Dieu : C'est peut-être le véritable sujet qui pourra prêter le flanc aux polémiques. Dieu n'est jamais représenté dans le film d'Aronofsky, mais le scénario dessine néanmoins un être suprême qui pourrait irriter les catholiques. Dans les écritures, Dieu fait parfois preuve de sévérité, mais il est toujours un être de pardon et de miséricorde. Il réserve sa colère principalement à l'Ancien Testament et elle s'exprime toujours de manière ponctuelle, ciblée (7 plaies d'Égypte, punition des aodrateurs du Veau d'or, etc...). Aussi bien la pitié que le pardon semblent tout à fait absents du métrage qui nous intéresse. En effet, le Divin est ici un être plutôt implacable, très porté sur la souffrance et le châtiment purificateur, nulle trace d'amour ici excepté chez les hommes. Une sévérité qui va jusqu'à récompenser les Anges déchus à la seule condition qu'ils massacrent impitoyablement des centaines d'humains.

 

 

 

On le voit, si Noé se distingue en plusieurs points du récit originel, il n'en transforme radicalement ni le sens, ni les personnages.
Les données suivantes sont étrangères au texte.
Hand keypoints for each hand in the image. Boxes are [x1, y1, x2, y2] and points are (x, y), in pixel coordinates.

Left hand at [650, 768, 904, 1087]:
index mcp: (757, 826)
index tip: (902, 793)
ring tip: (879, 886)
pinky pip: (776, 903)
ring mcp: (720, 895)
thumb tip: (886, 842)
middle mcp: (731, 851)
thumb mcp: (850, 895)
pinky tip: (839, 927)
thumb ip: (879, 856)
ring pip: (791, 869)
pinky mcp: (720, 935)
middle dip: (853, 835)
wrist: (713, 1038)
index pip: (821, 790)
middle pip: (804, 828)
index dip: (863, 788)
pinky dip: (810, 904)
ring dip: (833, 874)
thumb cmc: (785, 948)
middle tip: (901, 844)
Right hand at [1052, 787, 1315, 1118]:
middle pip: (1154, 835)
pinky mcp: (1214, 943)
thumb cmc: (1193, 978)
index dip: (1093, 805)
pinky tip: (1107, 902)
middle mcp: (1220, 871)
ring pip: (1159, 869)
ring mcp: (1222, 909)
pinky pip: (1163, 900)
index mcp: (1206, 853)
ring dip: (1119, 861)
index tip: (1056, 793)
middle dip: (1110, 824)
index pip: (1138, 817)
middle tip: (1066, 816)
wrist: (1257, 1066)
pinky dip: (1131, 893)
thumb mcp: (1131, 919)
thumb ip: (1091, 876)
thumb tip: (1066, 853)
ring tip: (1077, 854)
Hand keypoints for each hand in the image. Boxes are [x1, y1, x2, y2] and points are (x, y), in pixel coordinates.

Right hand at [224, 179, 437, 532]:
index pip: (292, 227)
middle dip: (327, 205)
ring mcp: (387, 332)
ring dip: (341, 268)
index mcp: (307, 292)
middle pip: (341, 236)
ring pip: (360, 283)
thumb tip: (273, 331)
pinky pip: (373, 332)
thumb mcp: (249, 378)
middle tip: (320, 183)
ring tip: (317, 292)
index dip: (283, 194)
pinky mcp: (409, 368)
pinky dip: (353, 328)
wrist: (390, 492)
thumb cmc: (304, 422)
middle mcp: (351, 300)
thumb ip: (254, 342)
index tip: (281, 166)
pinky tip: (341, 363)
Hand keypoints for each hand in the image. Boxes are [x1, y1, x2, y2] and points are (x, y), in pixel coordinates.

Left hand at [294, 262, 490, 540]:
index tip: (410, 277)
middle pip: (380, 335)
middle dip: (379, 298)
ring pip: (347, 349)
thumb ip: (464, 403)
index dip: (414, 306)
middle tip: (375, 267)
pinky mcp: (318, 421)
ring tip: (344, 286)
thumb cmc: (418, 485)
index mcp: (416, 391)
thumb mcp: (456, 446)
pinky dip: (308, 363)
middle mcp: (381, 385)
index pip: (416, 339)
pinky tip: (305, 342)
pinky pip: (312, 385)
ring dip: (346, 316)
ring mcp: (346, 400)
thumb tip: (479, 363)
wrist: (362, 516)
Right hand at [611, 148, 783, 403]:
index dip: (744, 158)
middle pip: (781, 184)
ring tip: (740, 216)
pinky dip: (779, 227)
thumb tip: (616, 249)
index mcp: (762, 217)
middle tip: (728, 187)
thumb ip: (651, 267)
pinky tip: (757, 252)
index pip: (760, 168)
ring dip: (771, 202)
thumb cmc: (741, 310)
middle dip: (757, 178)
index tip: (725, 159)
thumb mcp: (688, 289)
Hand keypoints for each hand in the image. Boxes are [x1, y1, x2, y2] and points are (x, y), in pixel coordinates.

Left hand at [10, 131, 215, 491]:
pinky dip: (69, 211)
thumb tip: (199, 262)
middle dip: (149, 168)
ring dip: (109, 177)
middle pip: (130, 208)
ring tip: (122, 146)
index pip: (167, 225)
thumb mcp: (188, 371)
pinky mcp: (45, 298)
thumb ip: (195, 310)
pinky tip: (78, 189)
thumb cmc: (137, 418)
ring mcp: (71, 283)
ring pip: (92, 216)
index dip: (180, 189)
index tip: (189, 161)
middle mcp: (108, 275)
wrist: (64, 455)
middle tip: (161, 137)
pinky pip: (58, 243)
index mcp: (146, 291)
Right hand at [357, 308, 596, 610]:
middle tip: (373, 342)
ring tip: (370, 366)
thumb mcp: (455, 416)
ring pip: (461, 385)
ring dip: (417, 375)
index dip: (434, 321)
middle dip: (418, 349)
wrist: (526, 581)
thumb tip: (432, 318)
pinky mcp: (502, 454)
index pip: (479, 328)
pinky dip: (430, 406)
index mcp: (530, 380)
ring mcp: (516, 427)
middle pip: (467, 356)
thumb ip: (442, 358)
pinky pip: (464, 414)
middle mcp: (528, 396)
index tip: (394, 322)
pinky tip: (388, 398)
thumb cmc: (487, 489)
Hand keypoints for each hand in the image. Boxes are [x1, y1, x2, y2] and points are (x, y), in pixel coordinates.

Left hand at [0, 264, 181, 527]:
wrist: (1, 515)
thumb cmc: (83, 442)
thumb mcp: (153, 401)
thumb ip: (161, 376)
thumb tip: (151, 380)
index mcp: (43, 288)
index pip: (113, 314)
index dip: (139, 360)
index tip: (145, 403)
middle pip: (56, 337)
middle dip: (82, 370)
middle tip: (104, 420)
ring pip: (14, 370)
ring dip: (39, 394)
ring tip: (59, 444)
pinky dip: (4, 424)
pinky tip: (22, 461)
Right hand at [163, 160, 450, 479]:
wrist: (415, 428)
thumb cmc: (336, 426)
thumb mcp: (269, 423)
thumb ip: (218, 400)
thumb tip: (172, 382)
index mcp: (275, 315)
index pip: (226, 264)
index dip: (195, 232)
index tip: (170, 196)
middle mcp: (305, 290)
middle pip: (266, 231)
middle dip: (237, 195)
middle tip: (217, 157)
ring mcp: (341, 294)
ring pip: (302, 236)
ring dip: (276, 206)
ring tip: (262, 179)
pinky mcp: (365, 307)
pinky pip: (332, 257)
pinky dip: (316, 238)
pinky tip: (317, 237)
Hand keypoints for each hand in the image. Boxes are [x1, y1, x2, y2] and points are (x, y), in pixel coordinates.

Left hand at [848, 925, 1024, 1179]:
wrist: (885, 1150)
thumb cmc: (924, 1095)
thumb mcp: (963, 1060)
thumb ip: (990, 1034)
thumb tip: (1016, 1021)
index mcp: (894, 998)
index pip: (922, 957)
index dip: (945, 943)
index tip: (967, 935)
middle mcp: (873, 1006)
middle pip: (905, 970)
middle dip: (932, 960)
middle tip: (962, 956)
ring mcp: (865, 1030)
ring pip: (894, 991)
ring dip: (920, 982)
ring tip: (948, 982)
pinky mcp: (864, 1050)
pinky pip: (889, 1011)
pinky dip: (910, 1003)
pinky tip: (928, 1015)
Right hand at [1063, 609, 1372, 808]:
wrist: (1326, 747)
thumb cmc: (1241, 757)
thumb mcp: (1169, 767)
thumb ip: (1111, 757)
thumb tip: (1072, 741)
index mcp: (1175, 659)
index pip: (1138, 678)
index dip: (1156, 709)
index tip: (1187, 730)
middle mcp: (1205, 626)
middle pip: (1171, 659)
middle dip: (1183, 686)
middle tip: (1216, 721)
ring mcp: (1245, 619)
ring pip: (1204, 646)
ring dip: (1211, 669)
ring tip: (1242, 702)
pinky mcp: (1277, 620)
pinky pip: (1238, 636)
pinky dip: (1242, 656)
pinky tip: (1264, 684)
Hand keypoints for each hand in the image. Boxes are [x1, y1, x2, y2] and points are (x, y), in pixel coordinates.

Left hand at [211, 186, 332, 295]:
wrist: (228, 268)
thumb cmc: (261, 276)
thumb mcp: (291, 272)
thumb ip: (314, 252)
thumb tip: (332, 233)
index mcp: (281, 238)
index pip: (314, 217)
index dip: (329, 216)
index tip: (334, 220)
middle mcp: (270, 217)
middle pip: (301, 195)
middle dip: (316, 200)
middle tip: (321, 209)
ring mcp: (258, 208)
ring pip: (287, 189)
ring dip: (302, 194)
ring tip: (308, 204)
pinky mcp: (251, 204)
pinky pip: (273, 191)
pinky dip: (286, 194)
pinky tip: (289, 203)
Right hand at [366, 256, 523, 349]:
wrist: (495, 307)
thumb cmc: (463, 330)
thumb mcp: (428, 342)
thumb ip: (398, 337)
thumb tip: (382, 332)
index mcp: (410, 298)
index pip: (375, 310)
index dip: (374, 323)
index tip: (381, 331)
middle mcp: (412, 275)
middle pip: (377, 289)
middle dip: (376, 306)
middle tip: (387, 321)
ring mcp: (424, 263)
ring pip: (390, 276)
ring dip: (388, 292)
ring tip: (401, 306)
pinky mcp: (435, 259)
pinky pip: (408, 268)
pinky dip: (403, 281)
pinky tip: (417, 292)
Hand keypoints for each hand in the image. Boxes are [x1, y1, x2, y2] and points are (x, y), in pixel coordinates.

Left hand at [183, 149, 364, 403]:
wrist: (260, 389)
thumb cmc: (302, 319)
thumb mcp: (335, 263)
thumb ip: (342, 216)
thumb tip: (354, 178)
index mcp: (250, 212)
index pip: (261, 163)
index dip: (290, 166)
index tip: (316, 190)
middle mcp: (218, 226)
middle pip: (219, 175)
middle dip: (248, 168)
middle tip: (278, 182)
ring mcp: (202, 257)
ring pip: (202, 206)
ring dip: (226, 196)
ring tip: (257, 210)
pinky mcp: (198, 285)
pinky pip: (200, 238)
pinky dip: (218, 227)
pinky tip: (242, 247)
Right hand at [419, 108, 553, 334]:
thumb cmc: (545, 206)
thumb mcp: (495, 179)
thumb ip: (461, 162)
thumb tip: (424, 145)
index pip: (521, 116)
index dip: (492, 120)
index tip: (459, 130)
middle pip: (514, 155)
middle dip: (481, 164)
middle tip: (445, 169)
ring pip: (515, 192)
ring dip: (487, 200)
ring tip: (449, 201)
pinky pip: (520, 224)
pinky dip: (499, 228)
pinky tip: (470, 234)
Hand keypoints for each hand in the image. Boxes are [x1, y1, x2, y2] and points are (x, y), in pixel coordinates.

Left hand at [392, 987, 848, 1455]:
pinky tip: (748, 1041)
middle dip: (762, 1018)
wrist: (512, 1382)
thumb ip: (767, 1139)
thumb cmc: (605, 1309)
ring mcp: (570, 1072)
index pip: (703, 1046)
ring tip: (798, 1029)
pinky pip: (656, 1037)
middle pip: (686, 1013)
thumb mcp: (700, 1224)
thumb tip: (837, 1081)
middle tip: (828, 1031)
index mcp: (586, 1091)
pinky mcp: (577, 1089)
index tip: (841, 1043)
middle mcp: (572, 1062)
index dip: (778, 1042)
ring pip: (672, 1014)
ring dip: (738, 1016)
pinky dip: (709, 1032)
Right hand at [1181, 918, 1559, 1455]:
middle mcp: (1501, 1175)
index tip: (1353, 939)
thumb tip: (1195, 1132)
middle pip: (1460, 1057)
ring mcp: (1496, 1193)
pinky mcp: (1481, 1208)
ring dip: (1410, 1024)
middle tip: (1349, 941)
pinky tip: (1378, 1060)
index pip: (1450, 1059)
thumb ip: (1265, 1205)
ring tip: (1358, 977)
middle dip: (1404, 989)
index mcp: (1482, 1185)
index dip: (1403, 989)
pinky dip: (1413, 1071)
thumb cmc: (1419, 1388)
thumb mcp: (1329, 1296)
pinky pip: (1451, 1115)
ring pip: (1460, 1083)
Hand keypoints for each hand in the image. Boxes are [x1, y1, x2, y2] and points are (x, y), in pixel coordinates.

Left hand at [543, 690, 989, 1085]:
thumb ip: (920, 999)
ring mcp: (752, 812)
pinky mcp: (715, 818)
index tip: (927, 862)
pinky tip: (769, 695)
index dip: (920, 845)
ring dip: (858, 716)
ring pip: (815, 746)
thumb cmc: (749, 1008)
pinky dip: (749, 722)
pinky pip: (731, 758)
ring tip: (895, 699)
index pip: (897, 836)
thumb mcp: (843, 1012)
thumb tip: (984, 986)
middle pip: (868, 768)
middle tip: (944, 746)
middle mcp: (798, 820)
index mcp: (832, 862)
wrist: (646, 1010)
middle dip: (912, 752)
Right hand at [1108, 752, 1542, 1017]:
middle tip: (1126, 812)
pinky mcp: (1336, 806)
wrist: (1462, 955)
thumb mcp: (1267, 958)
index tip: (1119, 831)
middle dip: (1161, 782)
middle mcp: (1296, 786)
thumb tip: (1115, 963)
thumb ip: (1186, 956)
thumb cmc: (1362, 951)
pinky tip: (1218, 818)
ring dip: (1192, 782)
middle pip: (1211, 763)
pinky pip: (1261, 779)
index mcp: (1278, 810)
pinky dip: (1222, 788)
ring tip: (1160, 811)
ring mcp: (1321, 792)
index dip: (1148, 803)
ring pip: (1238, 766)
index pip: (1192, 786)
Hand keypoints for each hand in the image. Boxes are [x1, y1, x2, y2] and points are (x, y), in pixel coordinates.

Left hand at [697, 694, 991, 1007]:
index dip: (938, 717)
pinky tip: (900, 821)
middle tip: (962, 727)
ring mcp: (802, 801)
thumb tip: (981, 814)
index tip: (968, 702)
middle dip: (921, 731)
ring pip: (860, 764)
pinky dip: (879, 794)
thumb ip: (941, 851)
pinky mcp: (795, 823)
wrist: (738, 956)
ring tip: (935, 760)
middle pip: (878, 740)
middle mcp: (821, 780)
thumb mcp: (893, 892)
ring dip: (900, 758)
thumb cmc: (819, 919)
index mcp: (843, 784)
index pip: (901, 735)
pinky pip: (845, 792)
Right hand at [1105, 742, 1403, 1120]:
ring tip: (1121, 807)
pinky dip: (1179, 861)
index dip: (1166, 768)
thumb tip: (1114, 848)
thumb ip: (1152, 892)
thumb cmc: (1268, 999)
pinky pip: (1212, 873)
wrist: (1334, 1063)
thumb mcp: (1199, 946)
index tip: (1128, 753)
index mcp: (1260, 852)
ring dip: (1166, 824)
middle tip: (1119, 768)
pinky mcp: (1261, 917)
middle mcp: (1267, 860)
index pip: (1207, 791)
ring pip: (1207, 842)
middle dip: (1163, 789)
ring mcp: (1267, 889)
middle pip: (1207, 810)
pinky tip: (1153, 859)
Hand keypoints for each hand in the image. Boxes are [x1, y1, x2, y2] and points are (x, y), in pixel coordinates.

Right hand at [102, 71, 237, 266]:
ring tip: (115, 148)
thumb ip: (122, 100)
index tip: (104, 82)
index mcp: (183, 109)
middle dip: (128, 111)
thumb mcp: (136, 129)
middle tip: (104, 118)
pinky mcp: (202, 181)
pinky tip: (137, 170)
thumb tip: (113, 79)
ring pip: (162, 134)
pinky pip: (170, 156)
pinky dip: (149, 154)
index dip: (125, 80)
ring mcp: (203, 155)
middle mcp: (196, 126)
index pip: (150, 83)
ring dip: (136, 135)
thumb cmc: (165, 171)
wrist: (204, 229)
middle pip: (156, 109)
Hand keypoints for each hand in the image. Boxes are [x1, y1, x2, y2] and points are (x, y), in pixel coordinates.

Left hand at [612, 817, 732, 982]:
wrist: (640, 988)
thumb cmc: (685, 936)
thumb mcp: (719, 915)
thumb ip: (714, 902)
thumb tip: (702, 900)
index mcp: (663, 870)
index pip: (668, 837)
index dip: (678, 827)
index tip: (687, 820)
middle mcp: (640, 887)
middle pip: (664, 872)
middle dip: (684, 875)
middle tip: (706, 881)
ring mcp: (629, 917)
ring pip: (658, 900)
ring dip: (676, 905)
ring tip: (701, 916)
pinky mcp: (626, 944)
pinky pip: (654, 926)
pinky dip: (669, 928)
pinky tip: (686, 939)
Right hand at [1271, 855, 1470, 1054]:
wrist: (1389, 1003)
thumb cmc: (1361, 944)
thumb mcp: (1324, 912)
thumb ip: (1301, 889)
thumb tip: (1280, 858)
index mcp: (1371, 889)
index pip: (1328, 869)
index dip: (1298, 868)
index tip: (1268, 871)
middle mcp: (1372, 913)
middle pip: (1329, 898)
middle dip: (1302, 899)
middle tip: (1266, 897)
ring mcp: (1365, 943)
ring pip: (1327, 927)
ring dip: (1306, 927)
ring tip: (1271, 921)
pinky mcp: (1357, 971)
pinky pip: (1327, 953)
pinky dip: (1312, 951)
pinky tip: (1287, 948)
Par conséquent, on voit mal qui pourrait se déclarer sincèrement agressé ou choqué par le film, à l'exception des chantres de l'intolérance. Les libertés prises par le cinéaste avec les textes sacrés auxquels il se réfère n'ont pas de visée politique mais relèvent d'une proposition esthétique et d'une approche mythologique des textes fondateurs de notre civilisation. Il y a donc matière à analyse, à débat, mais seuls les extrémistes trouveront là le terreau à une remise en cause générale de ce qui demeure incontestablement une œuvre d'art.